Но это не сработало. Всеволод сказал:
– Насколько мне удалось узнать этого человека, он ничего не прощает…
– Совсем ничего?
– По крайней мере, обид, – не сразу ответил Всеволод Аркадьевич. – А то, что мы его кинули, – несомненно, обида для него личная. Он чувствует себя оскорбленным.
– Ах, какие мы нежные…
– Не шути так, – сказал Долгоруков. – При нашей встрече Густав рассказал мне один интересный и поучительный случай. Четыре года назад некий господин, который был должен организации Густава шестьдесят тысяч франков, решил их не отдавать. Он сменил имя, изменил внешность и тайком уехал в захудалый портовый городок президентской республики Уругвай прямо на границе с Аргентиной. Чтобы, если что, по-быстрому свалить за рубеж. Так вот, за неделю перед моей встречей с Густавом его нашли с перерезанным горлом и стофранковой банкнотой во рту. Было не похоже, что Густав лжет… Просто рассказал об одном частном случае из своей практики. А потом добавил, что тот, кто хочет, чтобы все было шито-крыто, слишком многого хочет.
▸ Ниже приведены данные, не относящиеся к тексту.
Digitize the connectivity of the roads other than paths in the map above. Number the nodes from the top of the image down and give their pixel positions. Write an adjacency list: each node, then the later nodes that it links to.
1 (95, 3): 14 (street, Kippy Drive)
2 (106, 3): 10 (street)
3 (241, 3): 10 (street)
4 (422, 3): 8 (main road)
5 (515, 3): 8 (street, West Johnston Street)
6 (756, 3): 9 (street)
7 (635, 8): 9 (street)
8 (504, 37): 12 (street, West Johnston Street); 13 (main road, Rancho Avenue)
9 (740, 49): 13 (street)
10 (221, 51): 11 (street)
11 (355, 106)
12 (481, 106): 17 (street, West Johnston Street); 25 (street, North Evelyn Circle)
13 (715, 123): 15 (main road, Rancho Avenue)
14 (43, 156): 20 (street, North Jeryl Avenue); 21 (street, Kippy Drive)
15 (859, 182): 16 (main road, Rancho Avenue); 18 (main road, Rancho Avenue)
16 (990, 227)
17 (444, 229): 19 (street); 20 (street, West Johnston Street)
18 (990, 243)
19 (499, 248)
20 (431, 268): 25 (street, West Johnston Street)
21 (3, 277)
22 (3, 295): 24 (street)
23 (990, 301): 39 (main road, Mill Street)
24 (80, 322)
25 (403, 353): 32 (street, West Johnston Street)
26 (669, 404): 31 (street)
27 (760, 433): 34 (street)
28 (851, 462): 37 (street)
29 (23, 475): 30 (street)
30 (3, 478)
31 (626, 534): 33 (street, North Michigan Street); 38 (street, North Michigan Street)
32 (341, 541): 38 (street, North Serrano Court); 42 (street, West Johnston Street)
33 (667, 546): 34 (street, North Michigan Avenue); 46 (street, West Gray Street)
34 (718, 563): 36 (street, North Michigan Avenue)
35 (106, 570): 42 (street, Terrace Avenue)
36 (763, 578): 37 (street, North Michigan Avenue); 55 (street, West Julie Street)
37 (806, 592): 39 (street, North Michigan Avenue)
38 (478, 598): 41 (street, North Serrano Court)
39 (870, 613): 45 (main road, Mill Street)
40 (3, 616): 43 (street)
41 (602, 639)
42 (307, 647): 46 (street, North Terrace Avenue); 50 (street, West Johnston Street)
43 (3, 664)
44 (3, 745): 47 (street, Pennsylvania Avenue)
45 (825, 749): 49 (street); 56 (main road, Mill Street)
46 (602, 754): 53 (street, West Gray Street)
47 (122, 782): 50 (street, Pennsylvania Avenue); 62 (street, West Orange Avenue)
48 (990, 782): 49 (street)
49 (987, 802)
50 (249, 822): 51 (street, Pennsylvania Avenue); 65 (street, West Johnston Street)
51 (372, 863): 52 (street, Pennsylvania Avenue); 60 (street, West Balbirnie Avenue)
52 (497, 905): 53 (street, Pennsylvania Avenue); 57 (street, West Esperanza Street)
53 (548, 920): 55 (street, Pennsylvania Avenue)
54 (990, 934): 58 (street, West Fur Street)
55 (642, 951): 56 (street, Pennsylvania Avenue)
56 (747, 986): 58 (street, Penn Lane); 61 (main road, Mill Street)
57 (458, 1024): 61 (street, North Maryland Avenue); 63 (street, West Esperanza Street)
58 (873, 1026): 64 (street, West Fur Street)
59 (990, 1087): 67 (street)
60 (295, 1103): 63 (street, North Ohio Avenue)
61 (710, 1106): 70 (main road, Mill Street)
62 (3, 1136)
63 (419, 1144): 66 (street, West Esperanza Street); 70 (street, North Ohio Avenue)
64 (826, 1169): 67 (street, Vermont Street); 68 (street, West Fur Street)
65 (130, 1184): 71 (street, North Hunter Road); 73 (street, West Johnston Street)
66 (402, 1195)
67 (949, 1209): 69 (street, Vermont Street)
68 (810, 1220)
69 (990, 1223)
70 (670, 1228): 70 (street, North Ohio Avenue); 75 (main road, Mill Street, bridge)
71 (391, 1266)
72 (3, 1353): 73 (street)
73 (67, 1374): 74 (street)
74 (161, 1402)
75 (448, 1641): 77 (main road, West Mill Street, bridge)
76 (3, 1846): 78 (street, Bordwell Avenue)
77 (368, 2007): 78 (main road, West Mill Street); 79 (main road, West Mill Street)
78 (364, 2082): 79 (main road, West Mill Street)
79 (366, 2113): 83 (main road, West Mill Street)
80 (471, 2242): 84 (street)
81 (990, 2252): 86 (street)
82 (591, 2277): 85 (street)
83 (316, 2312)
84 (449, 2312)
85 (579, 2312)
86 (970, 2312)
Часто так не бывает; в нашей афере могут случиться бреши, о которых мы даже не подозреваем.
– Он что, искал этого человека, похитившего шестьдесят тысяч франков, все эти четыре года? – удивился Ленчик. – И смог найти его под чужой фамилией, с измененным лицом и в стране у черта на куличках?
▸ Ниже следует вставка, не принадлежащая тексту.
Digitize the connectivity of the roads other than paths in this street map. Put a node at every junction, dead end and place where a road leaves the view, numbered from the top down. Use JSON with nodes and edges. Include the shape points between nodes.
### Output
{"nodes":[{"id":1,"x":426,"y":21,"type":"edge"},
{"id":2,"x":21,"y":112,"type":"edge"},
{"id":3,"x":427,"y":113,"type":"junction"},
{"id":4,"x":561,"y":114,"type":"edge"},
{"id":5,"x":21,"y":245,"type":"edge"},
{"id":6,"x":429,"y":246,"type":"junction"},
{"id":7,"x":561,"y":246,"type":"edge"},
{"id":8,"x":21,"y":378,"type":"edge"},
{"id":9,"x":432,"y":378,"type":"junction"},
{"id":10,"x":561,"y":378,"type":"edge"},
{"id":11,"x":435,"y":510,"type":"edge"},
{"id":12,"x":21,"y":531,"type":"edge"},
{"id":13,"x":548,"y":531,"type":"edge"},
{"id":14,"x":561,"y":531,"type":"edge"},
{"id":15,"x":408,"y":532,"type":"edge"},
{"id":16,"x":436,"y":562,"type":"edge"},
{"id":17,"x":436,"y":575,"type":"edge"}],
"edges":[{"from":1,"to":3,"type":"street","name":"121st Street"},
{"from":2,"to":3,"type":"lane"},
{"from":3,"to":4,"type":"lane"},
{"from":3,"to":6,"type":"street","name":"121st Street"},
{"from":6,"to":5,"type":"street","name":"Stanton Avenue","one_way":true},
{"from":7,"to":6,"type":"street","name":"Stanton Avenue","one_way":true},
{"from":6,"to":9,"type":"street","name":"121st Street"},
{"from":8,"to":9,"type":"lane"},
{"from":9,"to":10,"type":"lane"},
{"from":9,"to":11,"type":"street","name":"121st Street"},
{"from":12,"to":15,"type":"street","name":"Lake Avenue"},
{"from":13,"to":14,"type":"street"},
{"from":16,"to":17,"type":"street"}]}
– Я ему задал примерно такой же вопрос, – сказал Сева.
– И что он на него ответил?
– Промолчал, – глухо признался Долгоруков. – Но, поверь, это молчание было красноречивее любого ответа.
– Согласен, – протянул Ленчик. – Серьезный господин этот Густав. Ну, хорошо, – он посмотрел на Севу и улыбнулся, – я буду осторожен…
– Да уж, пожалуйста, – ответил без улыбки Всеволод Аркадьевич.
На этом разговор с Ленчиком был закончен.
* * *
Подходящего человека на роль подсадного «грача» Сева нашел за день перед разговором с Ленчиком. Но сначала Всеволод Аркадьевич имел беседу с бывшим чиновником по особым поручениям Иваном Николаевичем Быстрицким…
Долгоруков свел знакомство с Быстрицким семь лет назад, когда зашел в ночлежный дом Бутова, что располагался в Мокрой слободе, в надежде отыскать человека, а лучше – актера, который бы мог сыграть предложенную ему роль представителя «Товарищества виноторговли К.Ф. Депре». Такого человечка он нашел – бывшего актера Городского драматического театра Павла Лукича Свешникова, Царствие ему Небесное. Но перед этим через заводилу попрошаек Долгоруков познакомился с бывшим чиновником по особым поручениям еще при военном губернаторе Казани Ираклии Боратынском.
Тогда Ивану Николаевичу было пятьдесят, но, несмотря на возраст и несомненные частые водочные возлияния, он в штопаных панталонах и драном на локтях сюртуке выглядел вполне представительно, к тому же свободно изъяснялся по-французски и по-немецки. В ночлежный дом бывший чиновник попал из-за сразившей его любви, когда он был уже женат и имел двоих детей. Ох уж эта любовь в возрасте! Не любовь, а самая что ни на есть напасть! Моветон, ежели не сказать чего похлеще. Это настоящая беда и… настоящее счастие. Это горе и одновременно радость. Это и боль, и ни с чем не сравнимое наслаждение, какового еще не приходилось испытывать в жизни. Одним словом, любовь в возрасте после сорока – умопомрачение и полнейшее безрассудство. Горькое блюдо, замешанное на сладком соусе, где на десерт приходится всего-то треть.